### DATASET RECORDS:
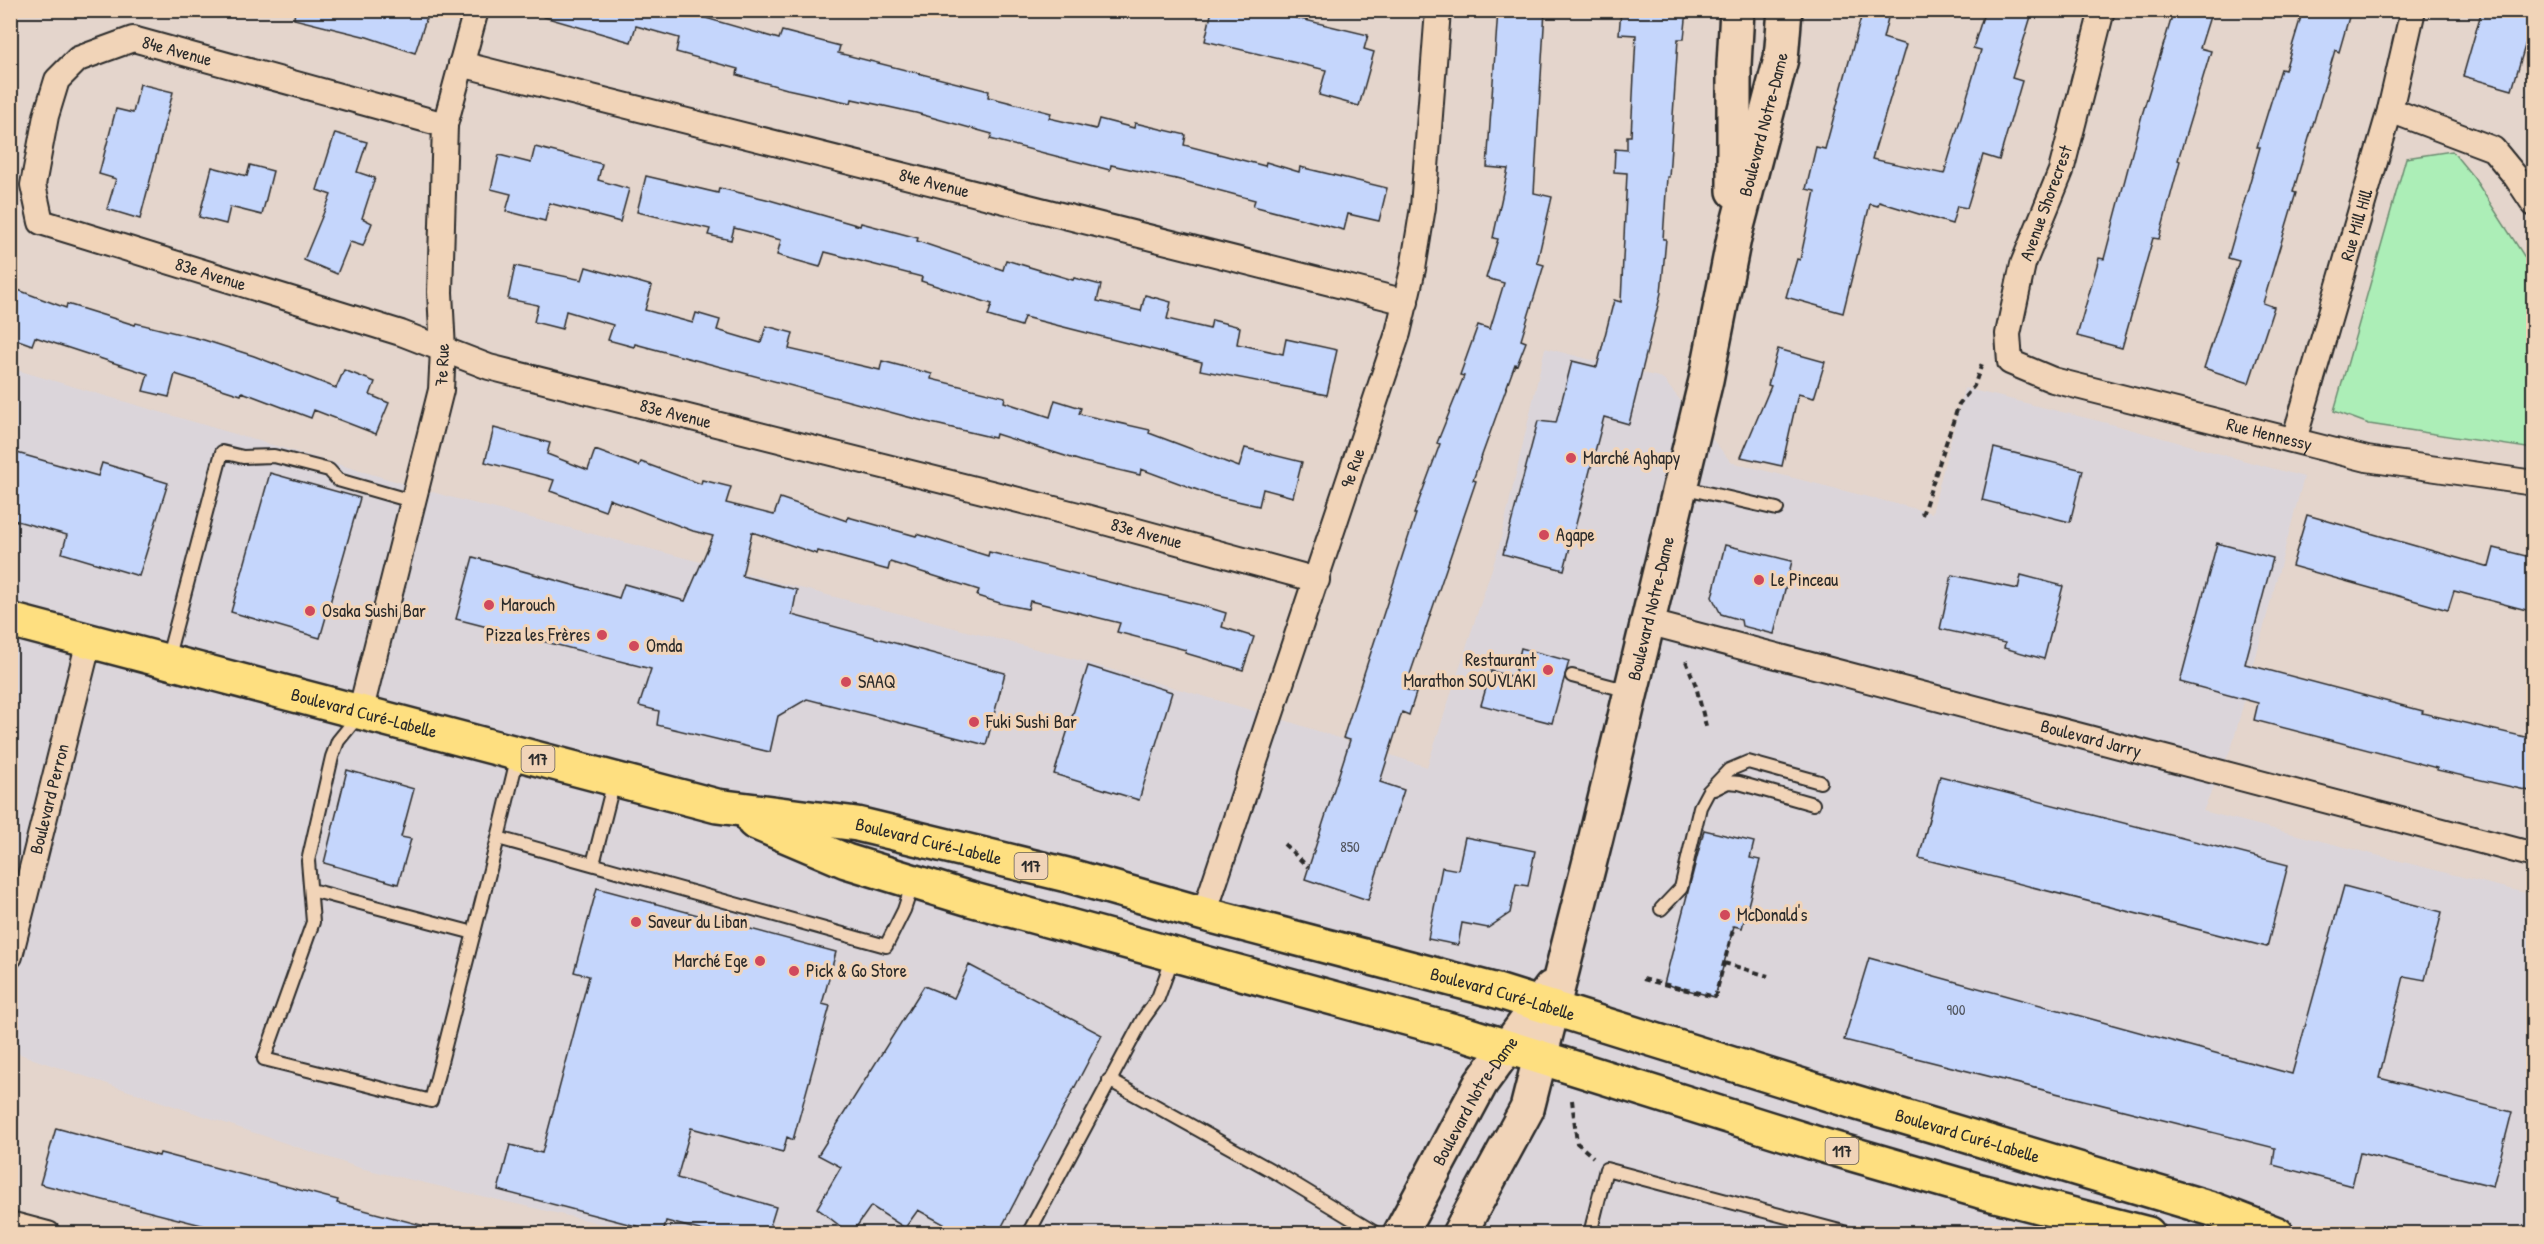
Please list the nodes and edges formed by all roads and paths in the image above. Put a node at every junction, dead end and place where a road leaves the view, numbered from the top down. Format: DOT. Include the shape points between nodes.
graph roads {
  1 [pos="476,10"];
  2 [pos="1438,10"];
  3 [pos="1737,10"];
  4 [pos="1785,10"];
  5 [pos="2102,10"];
  6 [pos="2413,10"];
  7 [pos="461,64"];
  8 [pos="2390,110"];
  9 [pos="446,125"];
  10 [pos="2534,204"];
  11 [pos="41,222"];
  12 [pos="1734,238"];
  13 [pos="1406,302"];
  14 [pos="443,350"];
  15 [pos="1984,356"];
  16 [pos="2010,362"];
  17 [pos="2294,440"];
  18 [pos="2534,483"];
  19 [pos="1680,486"];
  20 [pos="415,502"];
  21 [pos="1777,509"];
  22 [pos="1922,515"];
  23 [pos="1317,580"];
  24 [pos="10,620"];
  25 [pos="1647,622"];
  26 [pos="89,641"];
  27 [pos="1686,661"];
  28 [pos="167,662"];
  29 [pos="1572,676"];
  30 [pos="1630,691"];
  31 [pos="360,713"];
  32 [pos="1707,730"];
  33 [pos="518,754"];
  34 [pos="615,780"];
  35 [pos="1820,782"];
  36 [pos="1708,792"];
  37 [pos="1813,804"];
  38 [pos="717,806"];
  39 [pos="498,838"];
  40 [pos="1284,844"];
  41 [pos="2534,855"];
  42 [pos="593,864"];
  43 [pos="1308,867"];
  44 [pos="914,881"];
  45 [pos="311,890"];
  46 [pos="1661,909"];
  47 [pos="1204,914"];
  48 [pos="1734,926"];
  49 [pos="474,933"];
  50 [pos="10,956"];
  51 [pos="1174,956"];
  52 [pos="1724,963"];
  53 [pos="1768,976"];
  54 [pos="1643,979"];
  55 [pos="1546,1005"];
  56 [pos="1508,1048"];
  57 [pos="1540,1057"];
  58 [pos="1109,1080"];
  59 [pos="1572,1093"];
  60 [pos="1606,1169"];
  61 [pos="10,1224"];
  62 [pos="48,1233"];
  63 [pos="1028,1233"];
  64 [pos="1377,1233"];
  65 [pos="1400,1233"];
  66 [pos="1459,1233"];
  67 [pos="1590,1233"];
  68 [pos="1851,1233"];
  69 [pos="2148,1233"];
  70 [pos="2277,1233"];
  1 -- 7 [label="street, 7e Rue"];
  2 -- 13 [label="street, 9e Rue" via="1427,176"];
  3 -- 12 [label="street, Boulevard Notre-Dame"];
  4 -- 12 [label="street, Boulevard Notre-Dame" via="1781,59"];
  5 -- 16 [label="street, Avenue Shorecrest" via="2061,171 2023,264 2008,333"];
  6 -- 8 [label="street, Rue Mill Hill"];
  7 -- 9 [label="street, 7e Rue"];
  7 -- 13 [label="street, 84e Avenue"];
  8 -- 10 [label="street" via="2493,149"];
  8 -- 17 [label="street, Rue Mill Hill"];
  9 -- 11 [label="street, 84e Avenue" via="133,39 78,59 57,80 33,184"];
  9 -- 14 [label="street, 7e Rue" via="440,292"];
  11 -- 14 [label="street, 83e Avenue" via="402,333"];
  12 -- 19 [label="street, Boulevard Notre-Dame"];
  13 -- 23 [label="street, 9e Rue"];
  14 -- 20 [label="street, 7e Rue" via="439,403"];
  14 -- 23 [label="street, 83e Avenue" via="489,367 1074,514"];
  15 -- 22 [label="path" via="1974,386 1959,404"];
  16 -- 17 [label="street, Rue Hennessy" via="2053,380"];
  17 -- 18 [label="street, Rue Hennessy" via="2367,459"];
  19 -- 21 [label="lane"];
  19 -- 25 [label="street, Boulevard Notre-Dame"];
  20 -- 28 [label="lane" via="338,480 329,470 274,456 243,457 222,452"];
  20 -- 31 [label="street, 7e Rue"];
  23 -- 47 [label="street, 9e Rue"];
  24 -- 26 [label="main road, Boulevard Curé-Labelle / 117"];
  25 -- 30 [label="street, Boulevard Notre-Dame"];
  25 -- 41 [label="street, Boulevard Jarry"];
  26 -- 28 [label="main road, Boulevard Curé-Labelle / 117"];
  26 -- 50 [label="street, Boulevard Perron"];
  27 -- 32 [label="path"];
  28 -- 31 [label="main road, Boulevard Curé-Labelle / 117"];
  29 -- 30 [label="lane"];
  30 -- 55 [label="street, Boulevard Notre-Dame" via="1561,975"];
  31 -- 33 [label="main road, Boulevard Curé-Labelle / 117"];
  31 -- 45 [label="lane" via="338,741 332,757 308,861"];
  33 -- 34 [label="main road, Boulevard Curé-Labelle / 117"];
  33 -- 39 [label="lane"];
  34 -- 38 [label="main road, Boulevard Curé-Labelle / 117"];
  34 -- 42 [label="lane"];
  35 -- 36 [label="lane" via="1748,762 1729,770"];
  36 -- 37 [label="lane" via="1728,782 1739,783"];
  36 -- 46 [label="lane" via="1700,807 1681,888"];
  38 -- 44 [label="main road, Boulevard Curé-Labelle / 117" via="846,861"];
  38 -- 47 [label="main road, Boulevard Curé-Labelle / 117" via="856,824 1067,875"];
  39 -- 42 [label="lane"];
  39 -- 49 [label="lane"];
  40 -- 43 [label="path"];
  42 -- 44 [label="lane" via="886,946"];
  44 -- 51 [label="main road, Boulevard Curé-Labelle / 117"];
  45 -- 49 [label="lane"];
  45 -- 49 [label="lane" via="314,922 264,1059 430,1101"];
  47 -- 55 [label="main road, Boulevard Curé-Labelle / 117"];
  48 -- 52 [label="path"];
  51 -- 56 [label="main road, Boulevard Curé-Labelle / 117"];
  51 -- 58 [label="lane" via="1158,998"];
  52 -- 53 [label="path"];
  52 -- 54 [label="path" via="1715,997"];
  55 -- 56 [label="street, Boulevard Notre-Dame"];
  55 -- 57 [label="street, Boulevard Notre-Dame"];
  55 -- 70 [label="main road, Boulevard Curé-Labelle / 117" via="2212,1209"];
  56 -- 57 [label="main road, Boulevard Curé-Labelle / 117"];
  56 -- 65 [label="street, Boulevard Notre-Dame" via="1481,1083"];
  57 -- 66 [label="street, Boulevard Notre-Dame" via="1527,1109"];
  57 -- 69 [label="main road, Boulevard Curé-Labelle / 117" via="1821,1145 1980,1191"];
  58 -- 63 [label="lane"];
  58 -- 64 [label="lane"];
  59 -- 60 [label="path" via="1577,1143"];
  60 -- 67 [label="lane"];
  60 -- 68 [label="lane"];
  61 -- 62 [label="street"];
}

### EXERCISE:
Go through the entries above and copy each line with "Hill" in it.

### ANSWER TO THE EXERCISE:
  6 -- 8 [label="street, Rue Mill Hill"];
  8 -- 17 [label="street, Rue Mill Hill"];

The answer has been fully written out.